Lysosomal Proteome Analysis Involved in Chaperone-Mediated Autophagy and DNA Damage Response

Abstract

Autophagy is a catabolic process, highly conserved in eukaryotes, that mediates the degradation of intracellular components and pathogens in lysosomes. Based on the mechanism used for cargo delivery in lysosomes, there are three main types of autophagy: microautophagy (MI), macroautophagy (MA) and chaperone-mediated autophagy (CMA). CMA is selective for degradation of proteins bearing a pentapeptide motif (KFERQ-like). In this process, a cytosolic chaperone (hsc70) individually recognizes and recruits these proteins to the lysosomal membrane. The substrates are then unfolded and translocated to the lysosomal lumen by interacting with the lysosome-associated membrane protein type 2A (LAMP-2A).

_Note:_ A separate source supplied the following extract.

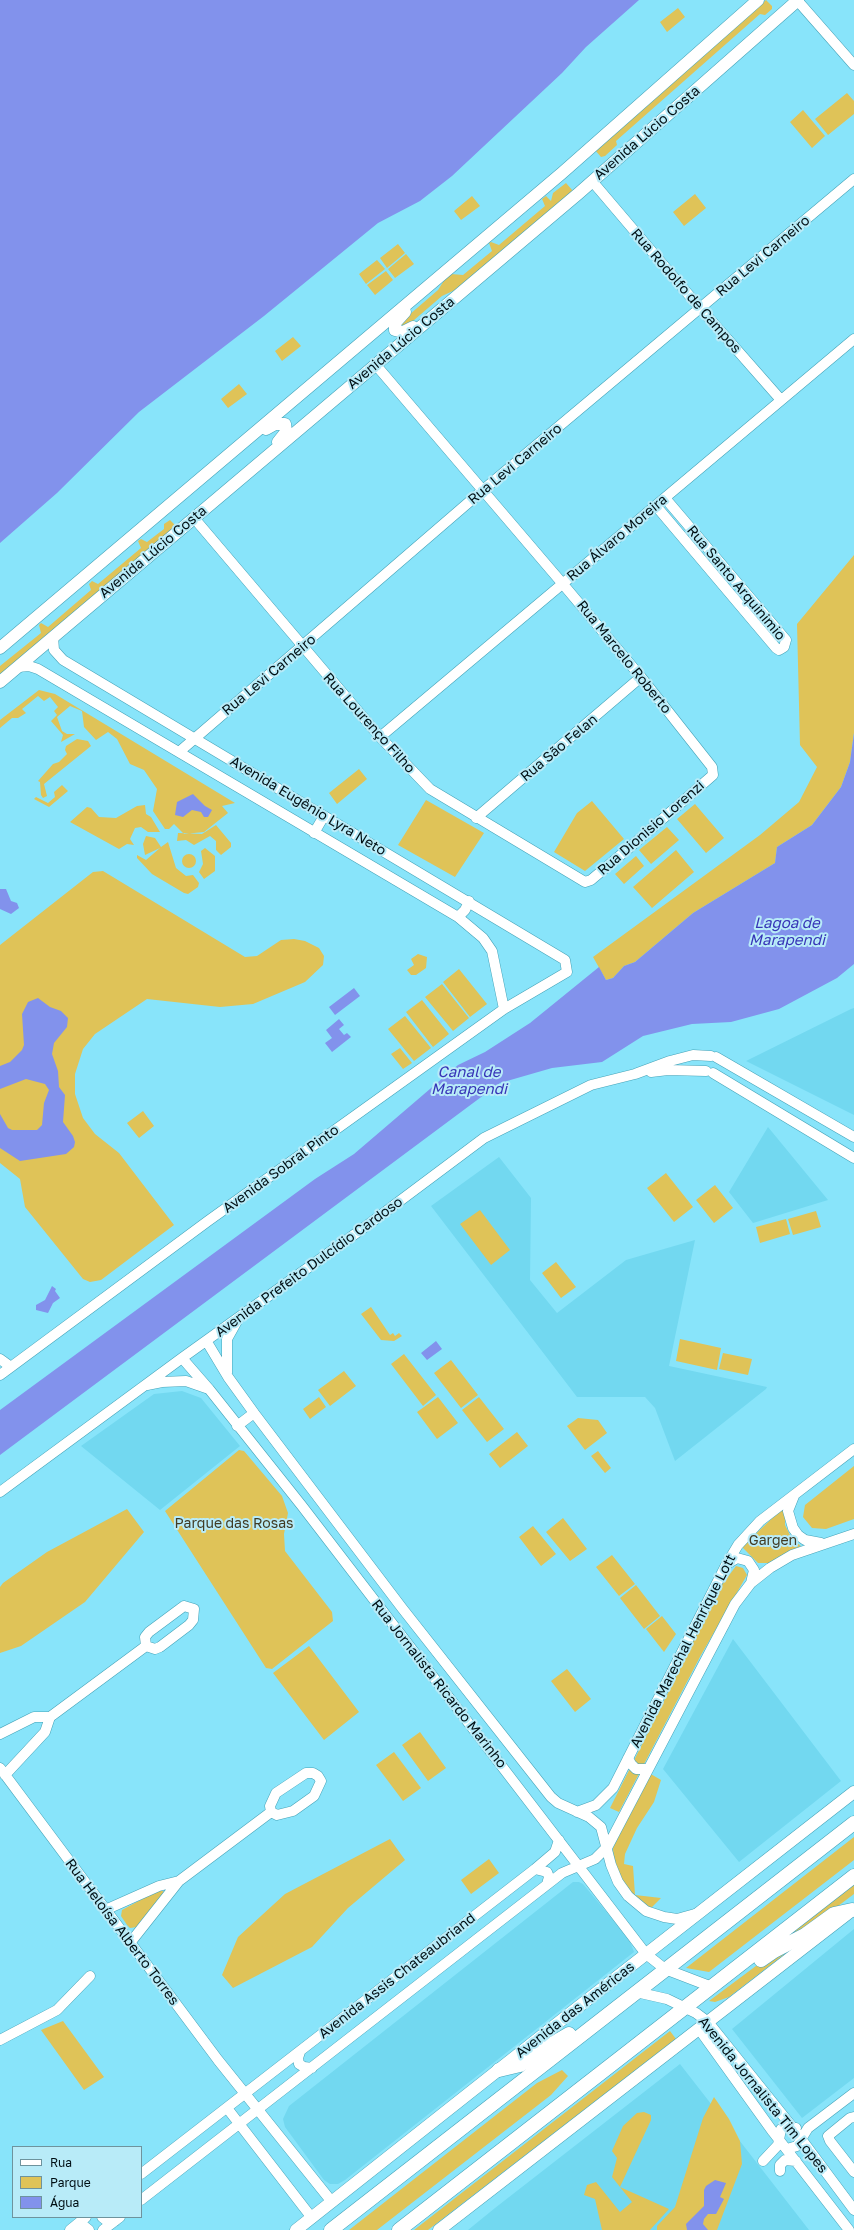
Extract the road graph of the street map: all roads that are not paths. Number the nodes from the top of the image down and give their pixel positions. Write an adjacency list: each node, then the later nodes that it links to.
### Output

To maintain cellular homeostasis and protein quality control, CMA is essentially activated under stress conditions, such as starvation, oxidative stress and DNA damage and has regulatory functions by modulating the levels of specific proteins involved in several pathways. In the context of DNA damage response (DDR), proteins play a critical role in detecting, signalling and repairing DNA lesions and therefore, alterations in their regulated degradation or quality control, through processes like CMA, can impact the maintenance of genome stability. Dysfunctions in CMA and DDR, especially DNA repair mechanisms, have been associated with multiple human diseases, including cancer. Among the different types of cancer, breast cancer stands out as the most incident and the leading cause of cancer death among worldwide women. Little is known about the role of CMA in response to DNA damage in breast cancer, thus the main goal of this project is to further explore the DNA repair mechanisms being regulated by CMA, the consequences of defective CMA in DDR and identify novel CMA substrates involved in these pathways.